Leading judicial and social activists have written an open letter to Rajasthan Chief Minister Vasundhara Raje, seeking the withdrawal of an ordinance stipulating minimum educational qualification for candidates contesting panchayat and zila parishad elections.
They have expressed apprehension that the move will debar more than 80 per cent of the rural populace from contesting those elections.
Terming the Rajasthan Panchayati Raj (Second Amendment) Ordinance, 2014 as “discriminatory and unconstitutional”, the letter said: “We are deeply distressed… that the ordinance has been promulgated without any consultation or dialogue with political parties or civil society.”
The over 100 signatories to the letter include former Chief Election Commissioners James Lyngdoh and SY Quraishi; former Chief Justices Rajinder Sachar and K Chandru; former Additional Solicitor General of India Indira Jaising; senior journalist Kuldeep Nayyar; activists Baba Adhav and Aruna Roy; and former Secretary to Government of India, EAS Sarma.
Seeking wider public debate on the issue, the letter points out that 23 of the BJP MLAs in the current Vidhan Sabha are below 10th pass, as are two BJP MPs from Rajasthan.
At the same time, almost 20 per cent of Union Cabinet Ministers are below 12th pass.
“Surely, if the Prime Minister finds MPs with such low educational qualifications suitable to devise and implement policies for the entire country, a sarpanch of a small gram panchayat need not be held to such arbitrary and exclusionary standards,” the letter said.
According to the Rajasthan ordinance, promulgated just days before the announcement of panchayat polls scheduled for January-February 2015, those contesting in zila parishad or panchayat samiti polls have to be at least 10th pass, while those contesting sarpanch polls have to class 8 pass.

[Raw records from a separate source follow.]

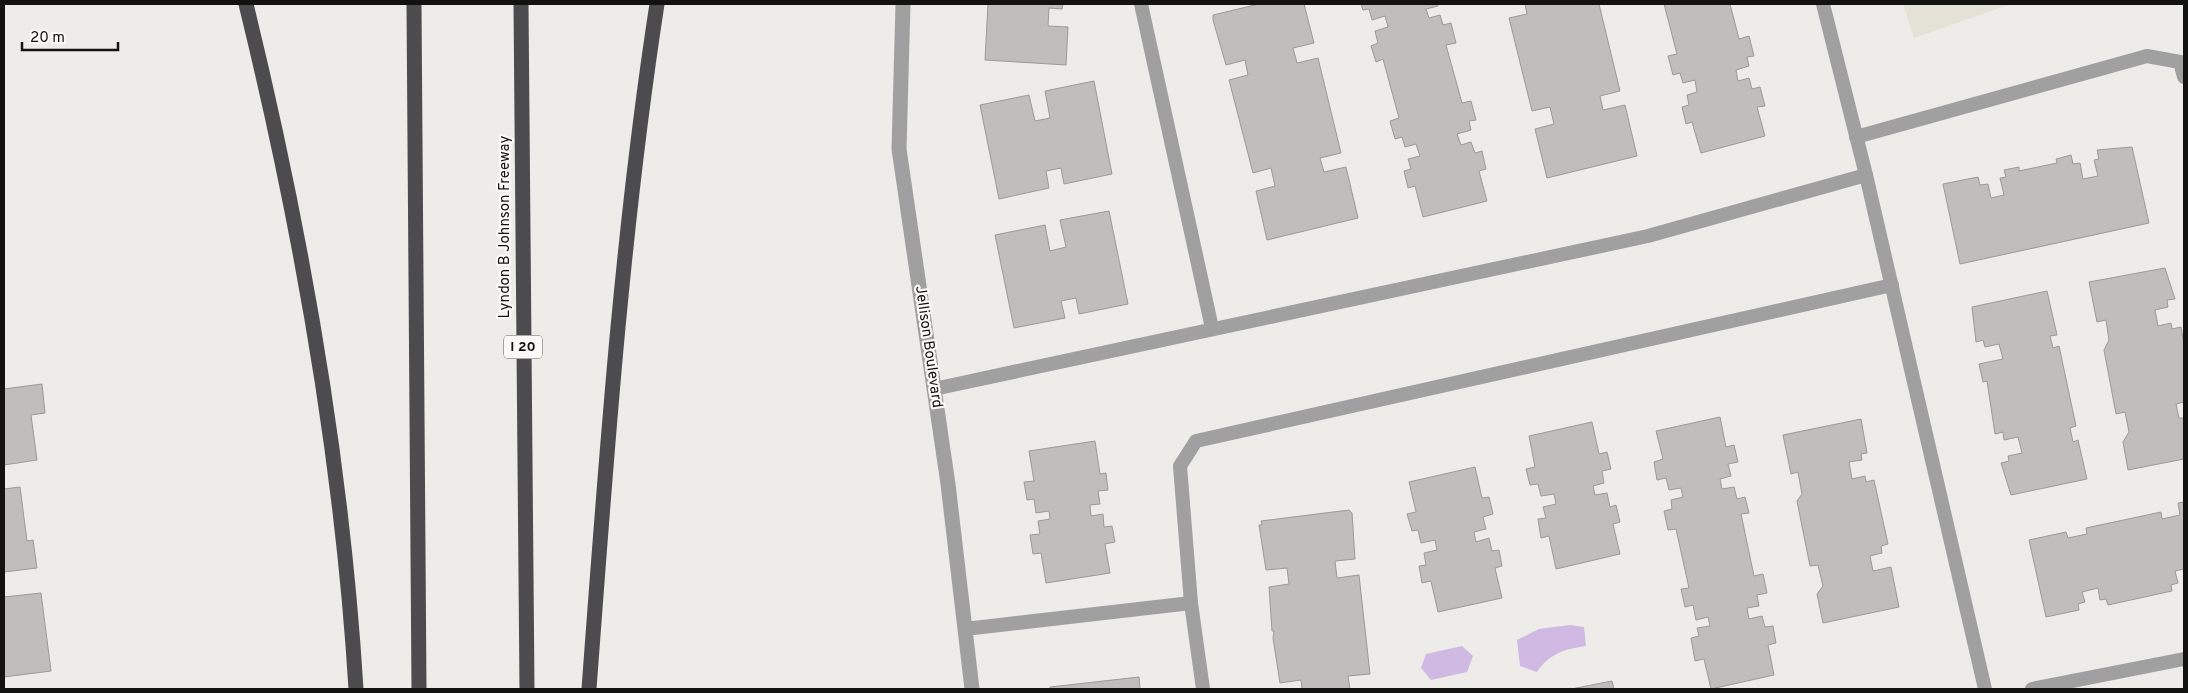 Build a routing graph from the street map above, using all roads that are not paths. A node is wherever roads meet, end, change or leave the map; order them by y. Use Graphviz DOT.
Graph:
graph roads {
  1 [pos="246,4"];
  2 [pos="414,4"];
  3 [pos="520,4"];
  4 [pos="657,4"];
  5 [pos="903,4"];
  6 [pos="1141,4"];
  7 [pos="1823,4"];
  8 [pos="2184,76"];
  9 [pos="1856,137"];
  10 [pos="1866,175"];
  11 [pos="1892,285"];
  12 [pos="1212,328"];
  13 [pos="934,389"];
  14 [pos="1191,603"];
  15 [pos="965,629"];
  16 [pos="2184,659"];
  17 [pos="356,689"];
  18 [pos="419,689"];
  19 [pos="527,689"];
  20 [pos="589,689"];
  21 [pos="972,689"];
  22 [pos="1202,689"];
  23 [pos="1984,689"];
  24 [pos="2032,689"];
  1 -- 17 [label="highway"];
  2 -- 18 [label="highway"];
  3 -- 19 [label="highway, Lyndon B Johnson Freeway / I 20"];
  4 -- 20 [label="highway"];
  5 -- 13 [label="street, Jellison Boulevard"];
  6 -- 12 [label="lane"];
  7 -- 9 [label="lane"];
  8 -- 9 [label="lane"];
  9 -- 10 [label="lane"];
  10 -- 11 [label="lane"];
  10 -- 12 [label="lane"];
  11 -- 14 [label="lane"];
  11 -- 23 [label="lane"];
  12 -- 13 [label="lane"];
  13 -- 15 [label="street, Jellison Boulevard"];
  14 -- 15 [label="lane"];
  14 -- 22 [label="lane"];
  15 -- 21 [label="street, Jellison Boulevard"];
  16 -- 24 [label="lane"];
}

“Only 18 per cent of rural Rajasthan’s population has studied beyond grade 5 and only a shockingly low 5 per cent of rural women have education above grade 5 (Census 2001),” said the letter.
Literacy ratesIt added that “mere literacy — the ability to read and write with understanding — is only 61 per cent in Rajasthan’s rural population and there are only 45 per cent literate women in rural Rajasthan (Census 2011).
Literacy rates for rural Scheduled Castes in the State are even lower.”